▶ **Task statement**
An exact copy of each line below is needed, with no images in it.

▶ **Source material**
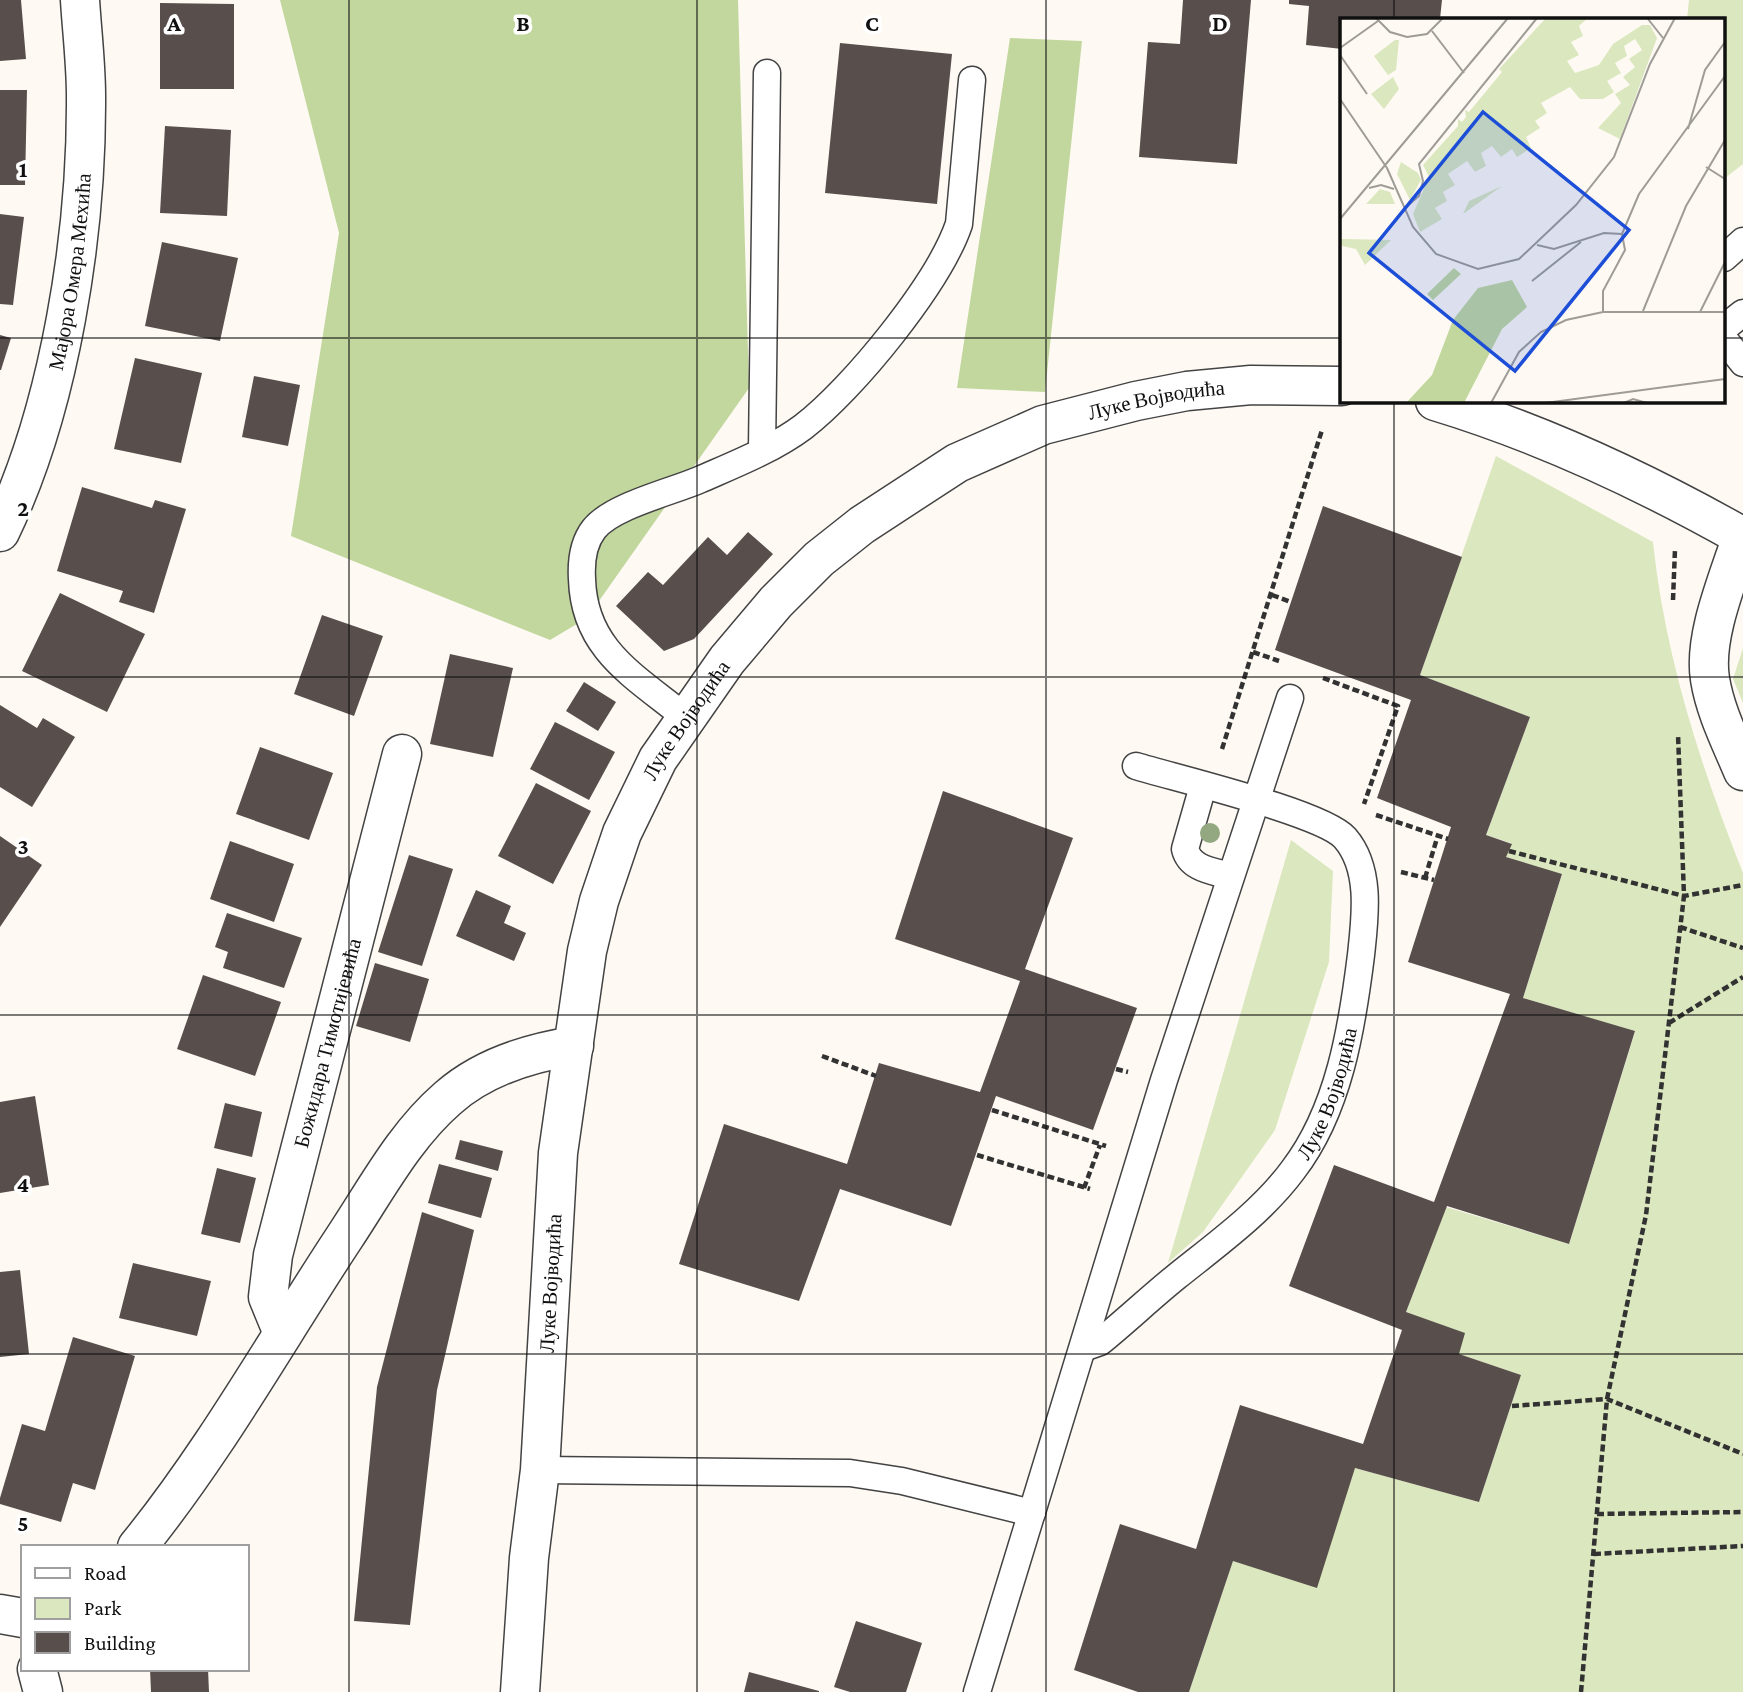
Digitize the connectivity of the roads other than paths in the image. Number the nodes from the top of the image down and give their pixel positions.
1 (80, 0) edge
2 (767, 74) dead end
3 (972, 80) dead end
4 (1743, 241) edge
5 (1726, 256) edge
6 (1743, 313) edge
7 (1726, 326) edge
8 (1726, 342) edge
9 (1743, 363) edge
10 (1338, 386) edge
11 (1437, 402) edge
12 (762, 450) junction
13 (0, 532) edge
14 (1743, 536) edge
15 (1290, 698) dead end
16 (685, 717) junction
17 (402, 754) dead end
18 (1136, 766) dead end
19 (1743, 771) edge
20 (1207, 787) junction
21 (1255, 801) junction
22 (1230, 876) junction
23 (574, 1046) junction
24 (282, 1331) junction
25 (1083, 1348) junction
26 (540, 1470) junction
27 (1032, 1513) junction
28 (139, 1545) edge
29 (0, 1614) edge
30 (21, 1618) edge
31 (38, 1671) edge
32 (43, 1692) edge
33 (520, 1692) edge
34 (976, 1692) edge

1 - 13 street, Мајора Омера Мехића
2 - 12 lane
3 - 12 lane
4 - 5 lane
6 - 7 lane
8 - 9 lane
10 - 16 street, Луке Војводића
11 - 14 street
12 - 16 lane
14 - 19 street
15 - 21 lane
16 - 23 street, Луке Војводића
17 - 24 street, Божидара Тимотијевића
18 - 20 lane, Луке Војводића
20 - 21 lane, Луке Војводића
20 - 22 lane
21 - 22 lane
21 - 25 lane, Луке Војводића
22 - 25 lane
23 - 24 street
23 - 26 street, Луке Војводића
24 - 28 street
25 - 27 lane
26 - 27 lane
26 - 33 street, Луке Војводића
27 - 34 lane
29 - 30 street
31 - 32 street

▶ **Written answer**
Digitize the connectivity of the roads other than paths in the image. Number the nodes from the top of the image down and give their pixel positions.
1 (80, 0) edge
2 (767, 74) dead end
3 (972, 80) dead end
4 (1743, 241) edge
5 (1726, 256) edge
6 (1743, 313) edge
7 (1726, 326) edge
8 (1726, 342) edge
9 (1743, 363) edge
10 (1338, 386) edge
11 (1437, 402) edge
12 (762, 450) junction
13 (0, 532) edge
14 (1743, 536) edge
15 (1290, 698) dead end
16 (685, 717) junction
17 (402, 754) dead end
18 (1136, 766) dead end
19 (1743, 771) edge
20 (1207, 787) junction
21 (1255, 801) junction
22 (1230, 876) junction
23 (574, 1046) junction
24 (282, 1331) junction
25 (1083, 1348) junction
26 (540, 1470) junction
27 (1032, 1513) junction
28 (139, 1545) edge
29 (0, 1614) edge
30 (21, 1618) edge
31 (38, 1671) edge
32 (43, 1692) edge
33 (520, 1692) edge
34 (976, 1692) edge

1 - 13 street, Мајора Омера Мехића
2 - 12 lane
3 - 12 lane
4 - 5 lane
6 - 7 lane
8 - 9 lane
10 - 16 street, Луке Војводића
11 - 14 street
12 - 16 lane
14 - 19 street
15 - 21 lane
16 - 23 street, Луке Војводића
17 - 24 street, Божидара Тимотијевића
18 - 20 lane, Луке Војводића
20 - 21 lane, Луке Војводића
20 - 22 lane
21 - 22 lane
21 - 25 lane, Луке Војводића
22 - 25 lane
23 - 24 street
23 - 26 street, Луке Војводића
24 - 28 street
25 - 27 lane
26 - 27 lane
26 - 33 street, Луке Војводића
27 - 34 lane
29 - 30 street
31 - 32 street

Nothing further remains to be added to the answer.